Bullard Center Graduate Research Assistant and Friends of Columbia Tap Founder, Ed Pettitt, is making waves in the environmental and climate justice community with his advocacy for the Columbia Tap Rail Trail and the surrounding Third Ward community.
Recently attending the International Trails Summit in Reno, Pettitt was successful in gaining support from major organizations such as American Trails, Rails-to-Trails Conservancy, and even the Federal Highway Administration (Department of Transportation) Environmental Justice initiative. These organizations have expressed support for Friends of Columbia Tap's efforts to designate the Columbia Tap Trail as a Linear Park and an African American Heritage and Environmental Justice Interpretive Trail.
The Columbia Tap Trail, a historic 4-mile hike and bike trail that runs through Third Ward, Houston, was once part of a more than 50-mile rail line built by enslaved Black men to transport sugar and cotton from Brazoria County plantations to Houston's port. After Emancipation, it was used to transport Black convict lease laborers to those same plantations.
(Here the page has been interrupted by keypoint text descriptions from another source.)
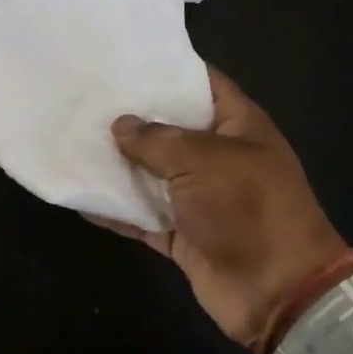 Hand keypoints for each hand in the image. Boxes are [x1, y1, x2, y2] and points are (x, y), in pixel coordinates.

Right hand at [94, 67, 352, 352]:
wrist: (278, 292)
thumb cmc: (247, 207)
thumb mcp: (201, 160)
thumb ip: (156, 139)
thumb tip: (120, 125)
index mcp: (238, 125)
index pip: (202, 83)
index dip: (169, 69)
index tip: (125, 60)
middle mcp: (219, 156)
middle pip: (171, 128)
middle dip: (133, 117)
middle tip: (87, 98)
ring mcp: (201, 197)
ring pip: (153, 173)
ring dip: (119, 164)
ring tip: (74, 141)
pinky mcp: (184, 234)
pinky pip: (144, 216)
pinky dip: (117, 211)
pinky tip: (82, 198) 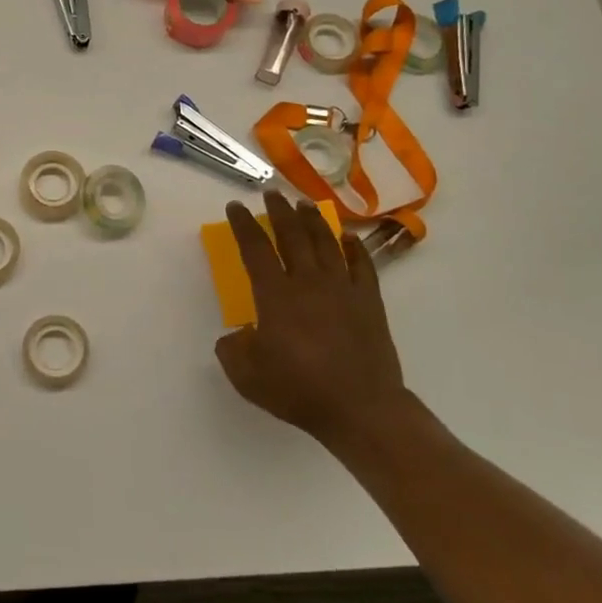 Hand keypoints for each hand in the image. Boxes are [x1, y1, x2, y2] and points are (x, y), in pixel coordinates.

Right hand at [215, 191, 406, 447]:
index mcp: (275, 295)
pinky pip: (361, 264)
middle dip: (279, 212)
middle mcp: (308, 282)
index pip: (255, 249)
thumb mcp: (246, 376)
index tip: (236, 207)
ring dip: (313, 220)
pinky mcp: (369, 302)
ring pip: (326, 243)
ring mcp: (342, 289)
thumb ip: (232, 350)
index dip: (243, 225)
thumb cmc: (298, 390)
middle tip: (271, 194)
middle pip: (292, 236)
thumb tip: (236, 335)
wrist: (360, 408)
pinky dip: (353, 247)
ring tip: (304, 205)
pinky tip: (348, 237) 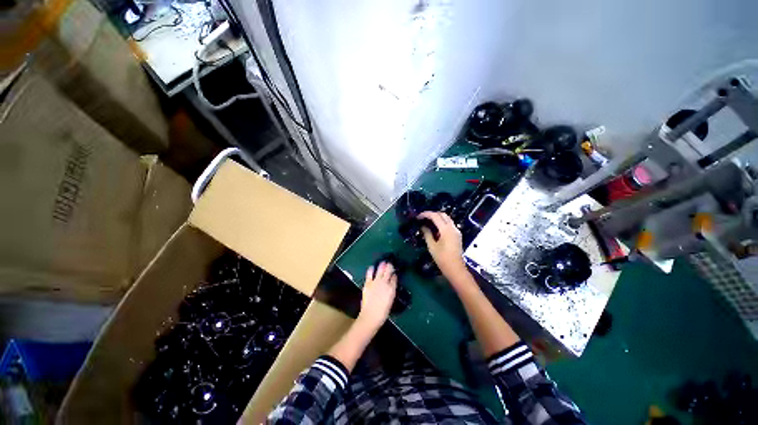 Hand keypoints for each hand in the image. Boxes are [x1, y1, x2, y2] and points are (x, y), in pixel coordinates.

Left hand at [357, 262, 396, 330]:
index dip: (394, 275)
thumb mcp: (390, 302)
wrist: (371, 316)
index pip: (394, 278)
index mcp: (392, 289)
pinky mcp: (368, 283)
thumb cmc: (382, 313)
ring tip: (383, 262)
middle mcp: (385, 283)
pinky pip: (370, 273)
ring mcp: (376, 282)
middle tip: (390, 264)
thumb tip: (390, 287)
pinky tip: (372, 267)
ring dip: (382, 266)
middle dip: (389, 267)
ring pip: (380, 270)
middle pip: (388, 271)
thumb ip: (390, 292)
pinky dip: (371, 269)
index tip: (394, 273)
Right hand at [418, 211, 465, 276]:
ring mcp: (456, 231)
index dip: (426, 214)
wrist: (455, 268)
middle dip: (432, 214)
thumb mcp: (432, 246)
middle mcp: (453, 228)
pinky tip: (435, 228)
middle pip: (442, 214)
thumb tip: (423, 226)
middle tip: (423, 218)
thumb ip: (427, 234)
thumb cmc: (442, 258)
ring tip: (427, 222)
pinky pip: (449, 224)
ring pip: (447, 218)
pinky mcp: (457, 235)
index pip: (435, 216)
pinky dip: (442, 223)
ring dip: (437, 218)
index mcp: (446, 230)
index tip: (418, 217) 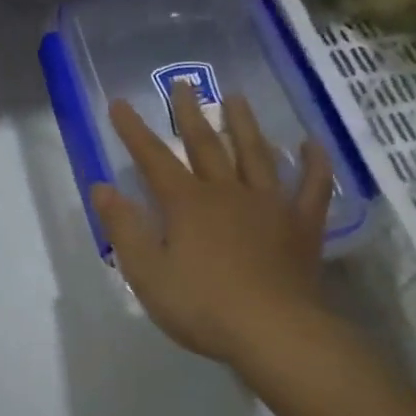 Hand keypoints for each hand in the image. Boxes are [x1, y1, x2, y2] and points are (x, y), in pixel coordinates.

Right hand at [91, 83, 334, 381]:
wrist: (274, 332)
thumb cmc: (202, 305)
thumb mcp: (147, 272)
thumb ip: (124, 228)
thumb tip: (102, 188)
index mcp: (187, 204)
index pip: (153, 158)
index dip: (134, 131)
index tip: (120, 103)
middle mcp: (227, 193)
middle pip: (206, 145)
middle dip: (190, 114)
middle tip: (183, 83)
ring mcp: (269, 206)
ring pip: (256, 155)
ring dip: (245, 125)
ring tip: (236, 97)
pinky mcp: (301, 226)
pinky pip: (311, 188)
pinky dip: (313, 164)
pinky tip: (311, 144)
Today, the community struggles to gain funding and support to improve the trail, and there is no historical, wayfinding, or interpretive signage. Designating the Columbia Tap Trail as a Linear Park and African American Heritage and Environmental Justice Interpretive Trail is important for several reasons.
First, it would honor the history of the trail and the contributions of enslaved Black men in building it. Second, it would educate visitors and the community on the rich African American history of the area and provide a space for healing and reflection. Third, it would help address environmental injustice issues - such as redlining, transportation inequity, and creosote contamination - in the area by providing access to green spaces and recreational opportunities to a predominantly Black and low-income community that has been historically underserved.
Pettitt's efforts have also caught the attention of several media outlets, resulting in invitations for editorials, podcasts, and a documentary film project. Pettitt encourages everyone to read the recent Houston Chronicle article and listen to his All Real Radio interview with historian and activist Naomi Carrier.
Pettitt is continuing his mission by attending the Institute for Sustainable Communities Partnership for Resilient Communities Convening in Milwaukee. There, he will network with other Climate Justice and Justice40 projects across the country and visit the Beerline/Harambe Trail, which received an American Planning Association – Wisconsin Chapter 2020 Planning Excellence Award.
Friends of Columbia Tap is dedicated to tapping into a more connected, equitable, and prosperous community for all. Through Pettitt's advocacy and activism, the organization is making great strides in achieving this goal. Overall, this designation would help ensure that the history of the Columbia Tap Trail is not forgotten and that the community is given the resources and support it deserves.